Placenta-fetal lung communication: from mechanisms to personalized perinatal medicine

Abstract

The placenta is a dynamic and essential organ that orchestrates fetal development, influencing postnatal health. Its communication with the fetal lung, crucial for autonomous respiration, occurs through hormonal signals, growth factors, extracellular vesicles, and mechanical stimuli. Alterations in this complex interaction, caused by placental insufficiency, inflammation, hypertensive disorders, or gestational diabetes, lead to neonatal pathologies such as growth restriction, bronchopulmonary dysplasia, and persistent pulmonary hypertension. These conditions predisposed to future chronic diseases. Current research aims to unravel the direct molecular placenta-lung communication and develop integrated organoid models for more precise study.

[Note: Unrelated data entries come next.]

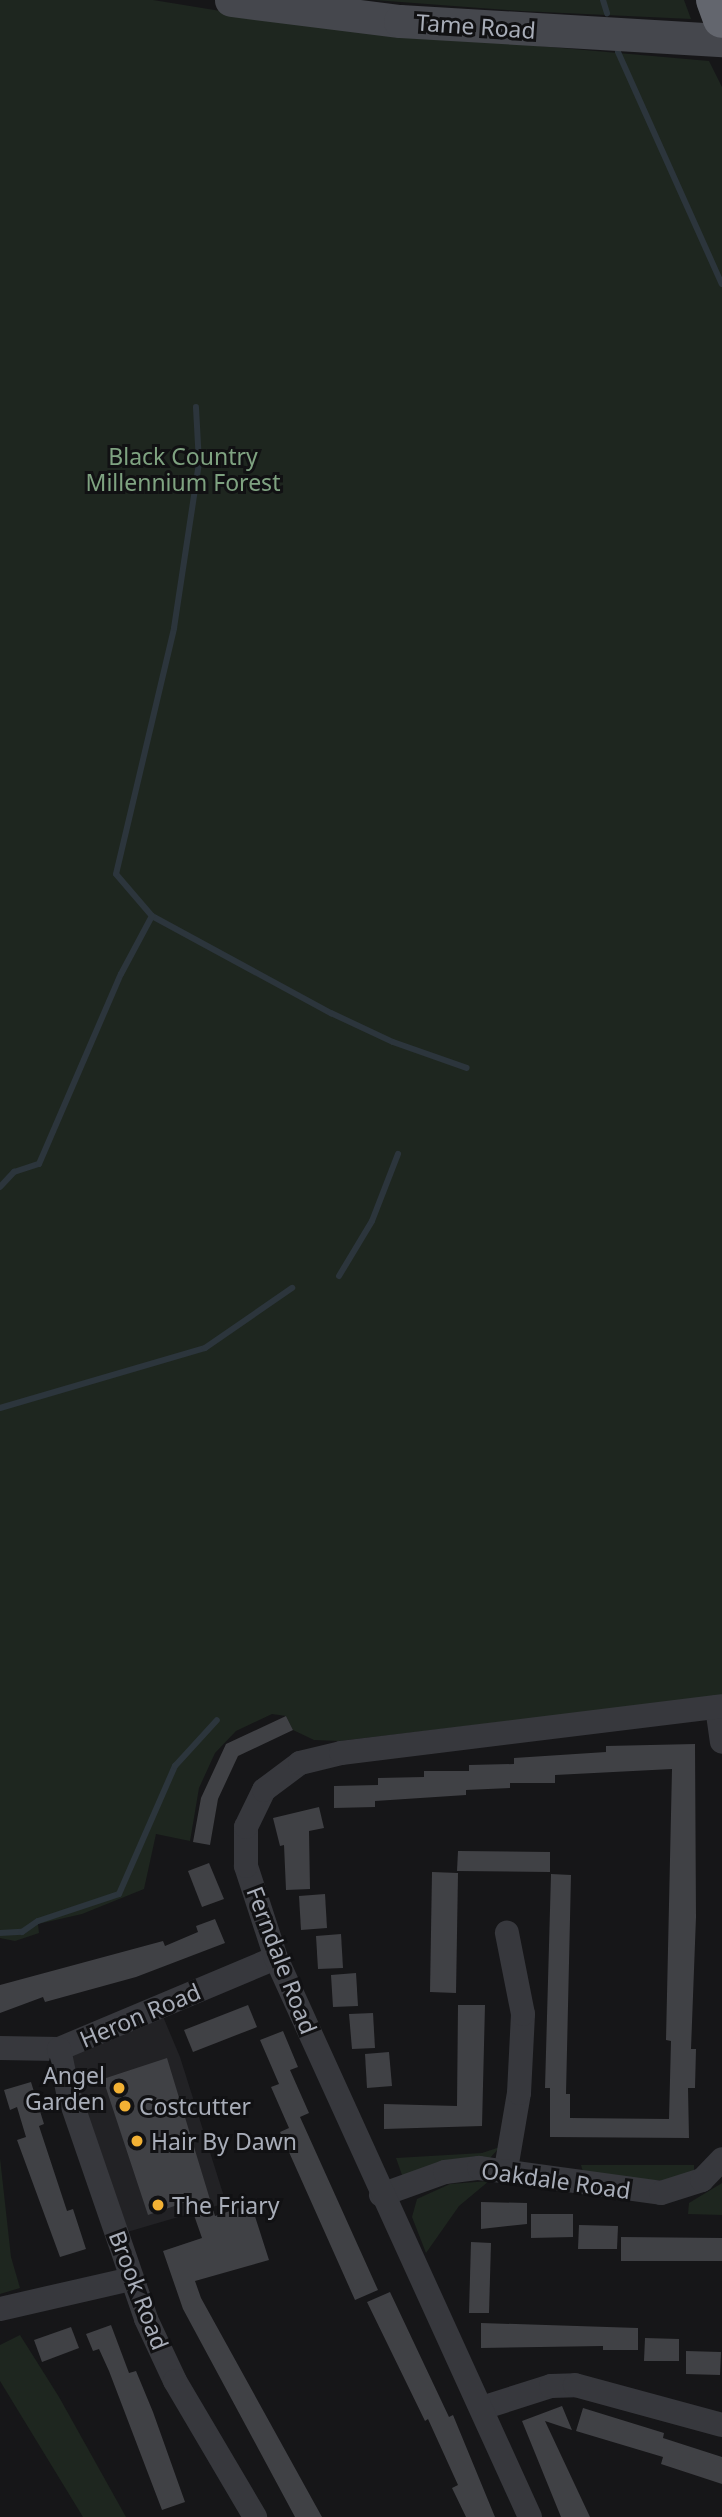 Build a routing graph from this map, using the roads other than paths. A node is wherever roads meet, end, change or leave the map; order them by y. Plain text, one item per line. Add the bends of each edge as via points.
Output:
1 (231, 0) edge
2 (720, 19) edge
3 (720, 1707) edge
4 (722, 1742) edge
5 (506, 1933) dead end
6 (276, 1958) junction
7 (0, 2048) edge
8 (59, 2049) junction
9 (722, 2159) edge
10 (506, 2169) junction
11 (382, 2194) junction
12 (131, 2279) junction
13 (0, 2309) edge
14 (482, 2408) junction
15 (722, 2424) edge
16 (255, 2517) edge
17 (530, 2517) edge

1 - 2 street, Tame Road via 400,21 680,39
3 - 4 street
3 - 6 street, Ferndale Road via 341,1753 300,1763 264,1790 246,1827 246,1866
5 - 10 street via 523,2014 519,2093
6 - 8 street, Heron Road
6 - 11 street, Ferndale Road
7 - 8 street, Heron Road
8 - 12 street, Brook Road via 58,2060
9 - 10 street, Oakdale Road via 702,2180 661,2193
10 - 11 street, Oakdale Road via 463,2169
11 - 14 street, Ferndale Road
12 - 13 street
12 - 16 street, Brook Road via 175,2381
14 - 15 street via 551,2386 575,2385
14 - 17 street, Ferndale Road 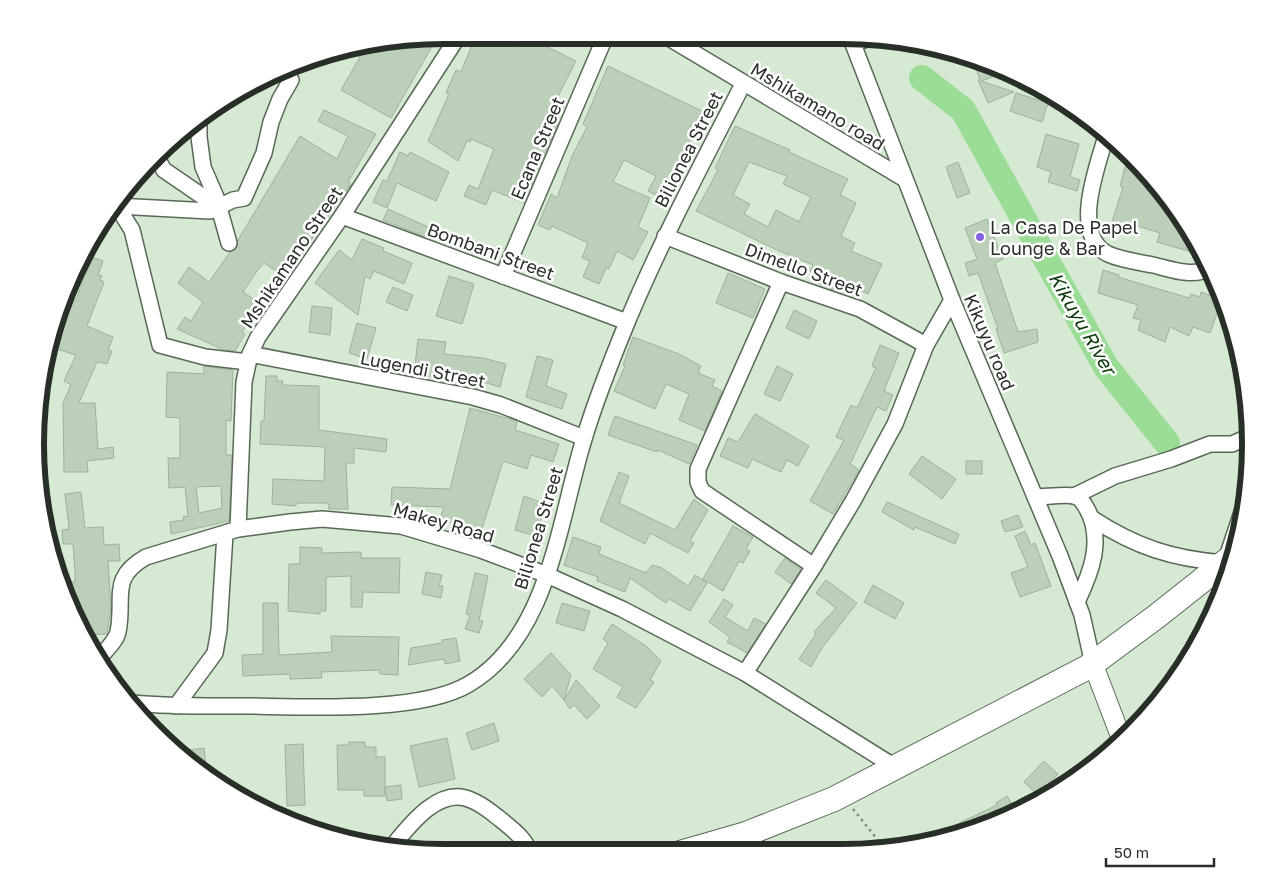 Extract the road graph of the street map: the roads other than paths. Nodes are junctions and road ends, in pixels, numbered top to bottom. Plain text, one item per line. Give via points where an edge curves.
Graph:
1 (454, 44) edge
2 (602, 44) edge
3 (678, 44) edge
4 (853, 44) edge
5 (291, 80) dead end
6 (742, 84) junction
7 (199, 127) edge
8 (1104, 142) edge
9 (159, 163) edge
10 (903, 178) junction
11 (122, 206) edge
12 (218, 207) junction
13 (119, 210) edge
14 (342, 216) junction
15 (665, 236) junction
16 (230, 243) dead end
17 (1202, 270) edge
18 (503, 276) junction
19 (781, 282) junction
20 (952, 300) junction
21 (627, 322) junction
22 (926, 344) junction
23 (249, 358) junction
24 (584, 438) junction
25 (1242, 440) edge
26 (1074, 496) junction
27 (1035, 497) junction
28 (1093, 519) junction
29 (232, 532) junction
30 (1226, 559) edge
31 (1224, 563) edge
32 (814, 566) junction
33 (547, 575) junction
34 (1077, 602) junction
35 (103, 653) edge
36 (1093, 664) junction
37 (745, 673) junction
38 (176, 706) junction
39 (146, 710) edge
40 (1119, 733) edge
41 (896, 767) junction
42 (397, 841) edge
43 (527, 844) edge
44 (711, 844) edge

1 - 14 street, Mshikamano Street
2 - 18 street, Ecana Street
3 - 6 street, Mshikamano road
4 - 10 street, Kikuyu road
5 - 12 street via 280,99 264,153 244,198
6 - 10 street, Mshikamano road
6 - 15 street, Bilionea Street
7 - 12 street via 202,167
8 - 17 street via 1089,195 1089,225 1096,242 1108,254 1184,273
9 - 12 street via 164,170
10 - 20 street, Kikuyu road
11 - 12 street via 185,211 210,211
12 - 16 street
13 - 23 street, Lugendi Street via 132,230 160,345 205,357
14 - 18 street, Bombani Street
14 - 23 street, Mshikamano Street via 258,336
15 - 19 street, Dimello Street
15 - 21 street, Bilionea Street
18 - 21 street, Bombani Street
19 - 22 street, Dimello Street via 860,309
19 - 32 street via 698,470 698,482 702,491
20 - 22 street
20 - 27 street, Kikuyu road
21 - 24 street, Bilionea Street
22 - 32 street via 896,424
23 - 24 street, Lugendi Street via 473,397
23 - 29 street, Mshikamano Street via 244,382
24 - 33 street, Bilionea Street
25 - 26 street via 1232,444 1210,444 1115,476
26 - 27 street
26 - 28 street via 1082,500
27 - 34 street, Kikuyu road
28 - 30 street via 1145,548 1174,556
28 - 34 street via 1096,552
29 - 33 street, Makey Road via 322,519 401,526 481,550
29 - 35 street, Makey Road via 146,557 132,565 120,590 118,633
29 - 38 street, Mshikamano Street via 215,653
31 - 36 highway
32 - 37 street
33 - 37 street, Makey Road via 622,609
33 - 38 street, Bilionea Street via 526,622 498,664 449,694 358,706
34 - 36 street, Kikuyu road
36 - 40 street
36 - 41 highway
37 - 41 street, Makey Road
38 - 39 street, Bilionea Street
41 - 44 highway via 842,794 746,834
42 - 43 street via 428,808 448,798 470,799 489,810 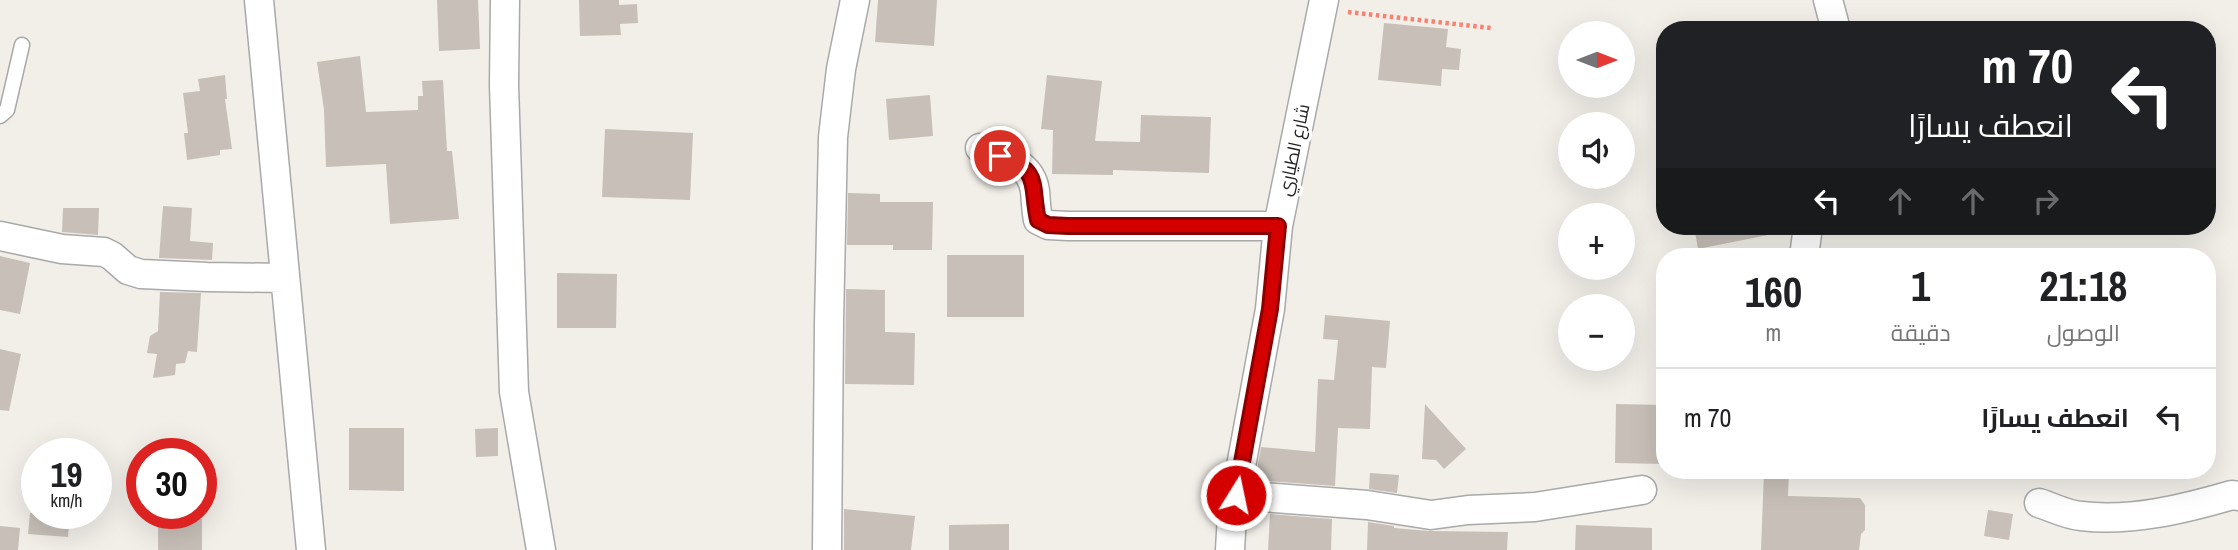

The goal is to identify biomarkers for early diagnosis and design prenatal therapies that modulate placental function. This proactive approach promises to transform perinatal medicine, preventing pulmonary alterations before birth and laying the groundwork for optimal child health. The objective of this review was to analyze the molecular, physiological, and clinical mechanisms that underpin the functional communication between the placenta and the fetal lung, to understand its impact on the programming of neonatal cardiopulmonary health and to explore diagnostic and therapeutic strategies aimed at personalized perinatal medicine.